Exercise data ->
* * *

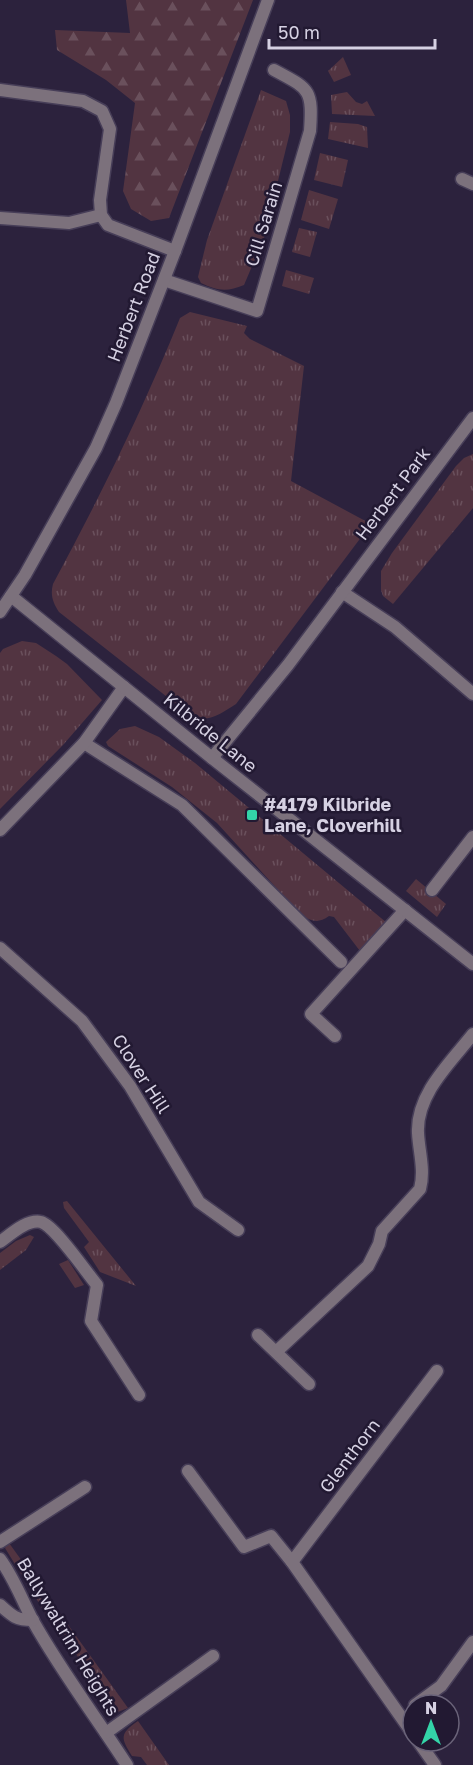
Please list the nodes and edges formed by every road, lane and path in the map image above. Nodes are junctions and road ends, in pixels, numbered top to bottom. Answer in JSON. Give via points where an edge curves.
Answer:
{"nodes":[{"id":1,"x":268,"y":0,"type":"edge"},
{"id":2,"x":274,"y":70,"type":"dead end"},
{"id":3,"x":0,"y":90,"type":"edge"},
{"id":4,"x":101,"y":215,"type":"junction"},
{"id":5,"x":0,"y":218,"type":"edge"},
{"id":6,"x":175,"y":250,"type":"junction"},
{"id":7,"x":164,"y":280,"type":"junction"},
{"id":8,"x":473,"y":418,"type":"edge"},
{"id":9,"x":342,"y":592,"type":"junction"},
{"id":10,"x":11,"y":596,"type":"junction"},
{"id":11,"x":0,"y":612,"type":"edge"},
{"id":12,"x":124,"y":687,"type":"junction"},
{"id":13,"x":473,"y":694,"type":"edge"},
{"id":14,"x":84,"y":743,"type":"junction"},
{"id":15,"x":212,"y":758,"type":"junction"},
{"id":16,"x":0,"y":830,"type":"edge"},
{"id":17,"x":473,"y":837,"type":"edge"},
{"id":18,"x":432,"y":890,"type":"dead end"},
{"id":19,"x":405,"y":910,"type":"junction"},
{"id":20,"x":0,"y":948,"type":"edge"},
{"id":21,"x":341,"y":962,"type":"dead end"},
{"id":22,"x":473,"y":964,"type":"edge"},
{"id":23,"x":473,"y":1034,"type":"edge"},
{"id":24,"x":335,"y":1036,"type":"dead end"},
{"id":25,"x":238,"y":1230,"type":"dead end"},
{"id":26,"x":0,"y":1242,"type":"edge"},
{"id":27,"x":258,"y":1335,"type":"dead end"},
{"id":28,"x":276,"y":1352,"type":"junction"},
{"id":29,"x":437,"y":1371,"type":"dead end"},
{"id":30,"x":309,"y":1384,"type":"dead end"},
{"id":31,"x":140,"y":1395,"type":"dead end"},
{"id":32,"x":188,"y":1471,"type":"dead end"},
{"id":33,"x":84,"y":1486,"type":"dead end"},
{"id":34,"x":0,"y":1542,"type":"edge"},
{"id":35,"x":0,"y":1559,"type":"edge"},
{"id":36,"x":292,"y":1562,"type":"junction"},
{"id":37,"x":0,"y":1605,"type":"edge"},
{"id":38,"x":33,"y":1620,"type":"junction"},
{"id":39,"x":473,"y":1642,"type":"edge"},
{"id":40,"x":213,"y":1656,"type":"dead end"},
{"id":41,"x":432,"y":1693,"type":"edge"},
{"id":42,"x":400,"y":1716,"type":"edge"},
{"id":43,"x":106,"y":1733,"type":"junction"},
{"id":44,"x":127,"y":1765,"type":"edge"}],
"edges":[{"from":1,"to":6,"type":"street","name":"Herbert Road"},
{"from":2,"to":7,"type":"street","name":"Cill Sarain","via":[[303,85],[311,101],[312,116],[257,311]]},
{"from":3,"to":4,"type":"street","via":[[82,101],[102,111],[110,129]]},
{"from":4,"to":5,"type":"street","via":[[69,223]]},
{"from":4,"to":6,"type":"street","via":[[108,225]]},
{"from":6,"to":7,"type":"street","name":"Herbert Road"},
{"from":7,"to":10,"type":"street","name":"Herbert Road","via":[[96,448]]},
{"from":8,"to":9,"type":"street","name":"Herbert Park"},
{"from":9,"to":13,"type":"street","via":[[395,627]]},
{"from":9,"to":15,"type":"street","name":"Herbert Park"},
{"from":10,"to":11,"type":"street","name":"Herbert Road"},
{"from":10,"to":12,"type":"street","name":"Kilbride Lane"},
{"from":12,"to":14,"type":"street"},
{"from":12,"to":15,"type":"street","name":"Kilbride Lane"},
{"from":14,"to":16,"type":"street"},
{"from":14,"to":21,"type":"street","via":[[182,805]]},
{"from":15,"to":19,"type":"street","name":"Kilbride Lane"},
{"from":17,"to":18,"type":"street"},
{"from":19,"to":22,"type":"street","name":"Kilbride Lane"},
{"from":19,"to":24,"type":"street","via":[[312,1014]]},
{"from":20,"to":25,"type":"street","name":"Clover Hill","via":[[82,1020],[130,1086],[199,1202]]},
{"from":23,"to":28,"type":"street","via":[[430,1090],[420,1110],[420,1189],[382,1231],[368,1266]]},
{"from":26,"to":31,"type":"street","via":[[25,1224],[40,1222],[53,1230],[97,1285],[91,1321]]},
{"from":27,"to":28,"type":"street"},
{"from":28,"to":30,"type":"street"},
{"from":29,"to":36,"type":"street","name":"Glenthorn"},
{"from":32,"to":36,"type":"street","via":[[244,1547],[271,1536]]},
{"from":33,"to":34,"type":"street","name":"Ballywaltrim Heights"},
{"from":35,"to":38,"type":"street","name":"Ballywaltrim Heights"},
{"from":36,"to":42,"type":"street"},
{"from":37,"to":38,"type":"street","via":[[20,1620]]},
{"from":38,"to":43,"type":"street","name":"Ballywaltrim Heights"},
{"from":39,"to":41,"type":"street"},
{"from":40,"to":43,"type":"street","name":"Ballywaltrim Heights"},
{"from":43,"to":44,"type":"street","name":"Ballywaltrim Heights"}]}
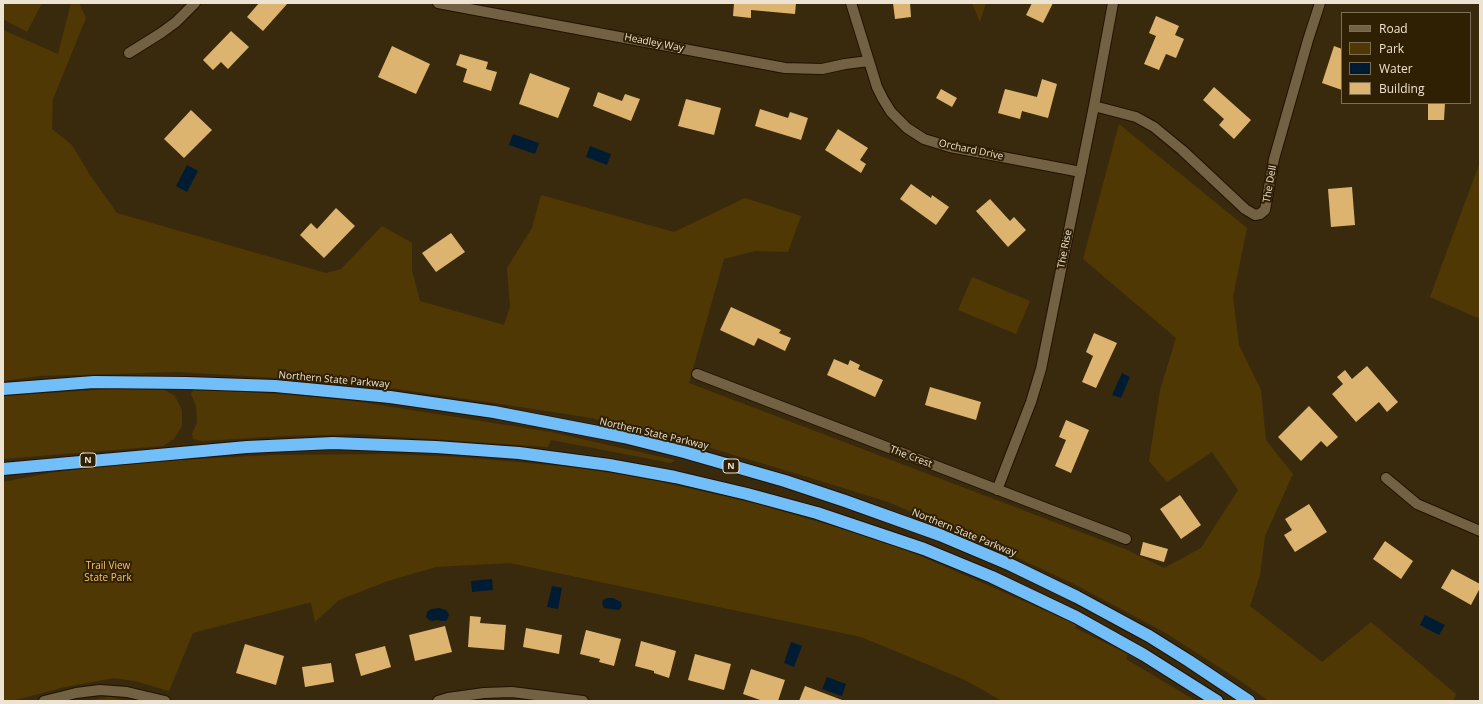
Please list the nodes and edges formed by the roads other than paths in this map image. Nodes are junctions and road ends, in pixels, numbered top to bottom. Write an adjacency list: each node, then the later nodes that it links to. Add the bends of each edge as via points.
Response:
1 (195, 3): 6 (street, via 176,22)
2 (438, 3): 7 (street, Headley Way, via 785,68 822,69)
3 (851, 3): 7 (street, Orchard Drive)
4 (1113, 3): 8 (street, The Rise)
5 (1320, 3): 8 (street, The Dell, via 1274,159 1265,210 1260,214 1255,215 1245,209 1154,127 1136,117)
6 (129, 53)
7 (869, 62): 9 (street, Orchard Drive, via 877,87 891,112 907,128 924,139 950,147)
8 (1094, 106): 9 (street, The Rise)
9 (1081, 172): 14 (street, The Rise, via 1041,369)
10 (697, 374): 14 (street, The Crest)
11 (3, 389): 22 (highway, Northern State Parkway / N, via 94,382 275,386 390,397 494,412 677,450 845,500 940,535 1011,565 1149,636)
12 (3, 469): 21 (highway, N, via 247,447 334,443 519,453 675,477 817,513 924,549 978,571 1076,617 1144,655)
13 (1386, 478): 15 (street, via 1417,504)
14 (997, 490): 16 (street, The Crest)
15 (1480, 531)
16 (1126, 539)
17 (44, 701): 18 (street, via 100,690 127,692)
18 (165, 701)
19 (438, 701): 20 (street, via 484,693 512,692)
20 (583, 701)
21 (1216, 701)
22 (1249, 701)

* * *

Work to complete ->
Search the records for the word "points". Copy each line where it appears.

The completed task ->
Please list the nodes and edges formed by every road, lane and path in the map image above. Nodes are junctions and road ends, in pixels, numbered top to bottom. Answer in JSON. Give via points where an edge curves.
Please list the nodes and edges formed by the roads other than paths in this map image. Nodes are junctions and road ends, in pixels, numbered top to bottom. Write an adjacency list: each node, then the later nodes that it links to. Add the bends of each edge as via points.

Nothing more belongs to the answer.